Let's denote the number of Caesar salads as $x_1$ and the number of Mediterranean salads as $x_2$. The objective is to maximize profit, which is $7x_1 + 9x_2$. The constraints are based on the available amounts of lettuce, sauce, and cheese.

## Step 2: Formulate the objective function and constraints in symbolic notation

- **Variables:** $(x_1, \text{Caesar salad})$, $(x_2, \text{Mediterranean salad})$
- **Objective Function:** $7x_1 + 9x_2$
- **Constraints:**
  1. Lettuce: $100x_1 + 150x_2 \leq 20000$
  2. Sauce: $10x_1 + 15x_2 \leq 2000$
  3. Cheese: $5x_1 + 15x_2 \leq 3000$
  4. Non-negativity: $x_1 \geq 0$, $x_2 \geq 0$

## 3: Convert the problem into a JSON object for clarity

```json
{
  'sym_variables': [('x1', 'Caesar salad'), ('x2', 'Mediterranean salad')],
  'objective_function': '7*x1 + 9*x2',
  'constraints': [
    '100*x1 + 150*x2 <= 20000',
    '10*x1 + 15*x2 <= 2000',
    '5*x1 + 15*x2 <= 3000',
    'x1 >= 0',
    'x2 >= 0'
  ]
}
```

## 4: Implement the problem in Gurobi Python

```python
import gurobi

def solve_salad_problem():
    # Create a new model
    model = gurobi.Model()

    # Define variables
    x1 = model.addVar(name="Caesar_salad", lb=0, ub=gurobi.GRB.INFINITY)
    x2 = model.addVar(name="Mediterranean_salad", lb=0, ub=gurobi.GRB.INFINITY)

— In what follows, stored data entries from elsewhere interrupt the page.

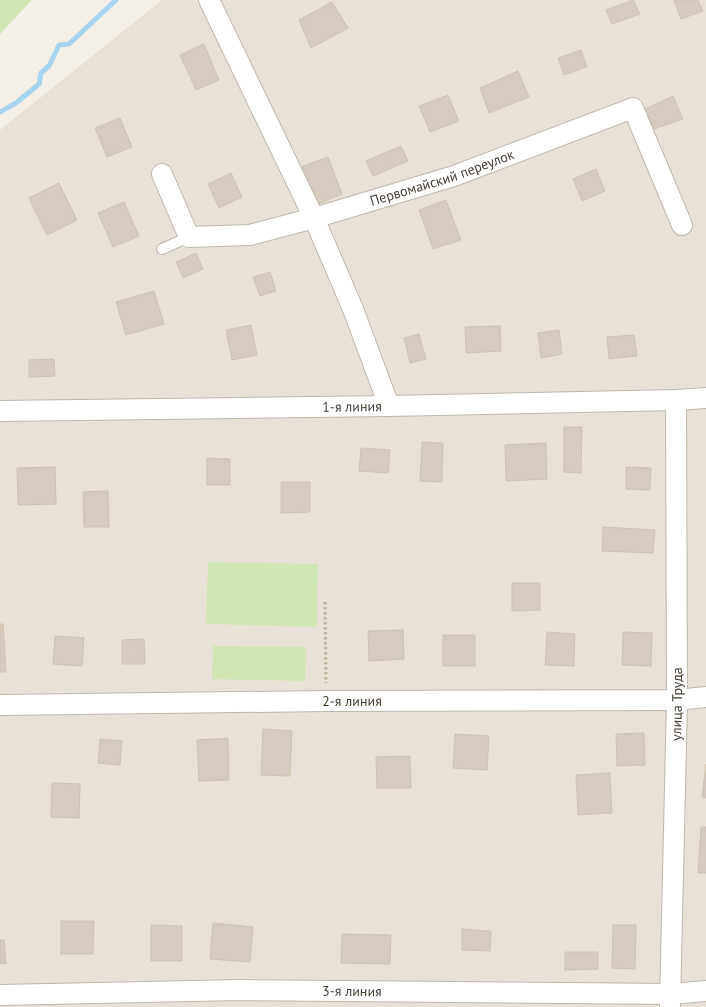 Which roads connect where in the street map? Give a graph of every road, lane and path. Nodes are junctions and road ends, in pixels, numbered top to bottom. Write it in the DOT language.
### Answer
graph roads {
  1 [pos="209,0"];
  2 [pos="162,174"];
  3 [pos="314,218"];
  4 [pos="682,224"];
  5 [pos="189,237"];
  6 [pos="162,250"];
  7 [pos="706,398"];
  8 [pos="676,400"];
  9 [pos="389,406"];
  10 [pos="0,411"];
  11 [pos="325,602"];
  12 [pos="706,697"];
  13 [pos="677,700"];
  14 [pos="327,701"];
  15 [pos="0,705"];
  16 [pos="706,991"];
  17 [pos="0,995"];
  18 [pos="670,1000"];
  1 -- 3 [label="street"];
  2 -- 5 [label="street"];
  3 -- 4 [label="street, Первомайский переулок"];
  3 -- 5 [label="street, Первомайский переулок"];
  3 -- 9 [label="street"];
  5 -- 6 [label="lane"];
  7 -- 8 [label="street, 1-я линия"];
  8 -- 9 [label="street, 1-я линия"];
  8 -- 13 [label="street, улица Труда"];
  9 -- 10 [label="street, 1-я линия"];
  11 -- 14 [label="path"];
  12 -- 13 [label="street, 2-я линия"];
  13 -- 14 [label="street, 2-я линия"];
  13 -- 18 [label="street, улица Труда"];
  14 -- 15 [label="street, 2-я линия"];
  16 -- 18 [label="street, 3-я линия"];
  17 -- 18 [label="street, 3-я линия"];
}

    # Set objective function
    model.setObjective(7*x1 + 9*x2, gurobi.GRB.MAXIMIZE)

    # Add constraints
    model.addConstr(100*x1 + 150*x2 <= 20000, name="Lettuce_constraint")
    model.addConstr(10*x1 + 15*x2 <= 2000, name="Sauce_constraint")
    model.addConstr(5*x1 + 15*x2 <= 3000, name="Cheese_constraint")

    # Optimize model
    model.optimize()

    # Print solution
    if model.status == gurobi.GRB.OPTIMAL:
        print("Optimal solution found.")
        print(f"Caesar salads: {x1.varValue}")
        print(f"Mediterranean salads: {x2.varValue}")
        print(f"Max Profit: {model.objVal}")
    else:
        print("No optimal solution found.")

solve_salad_problem()
```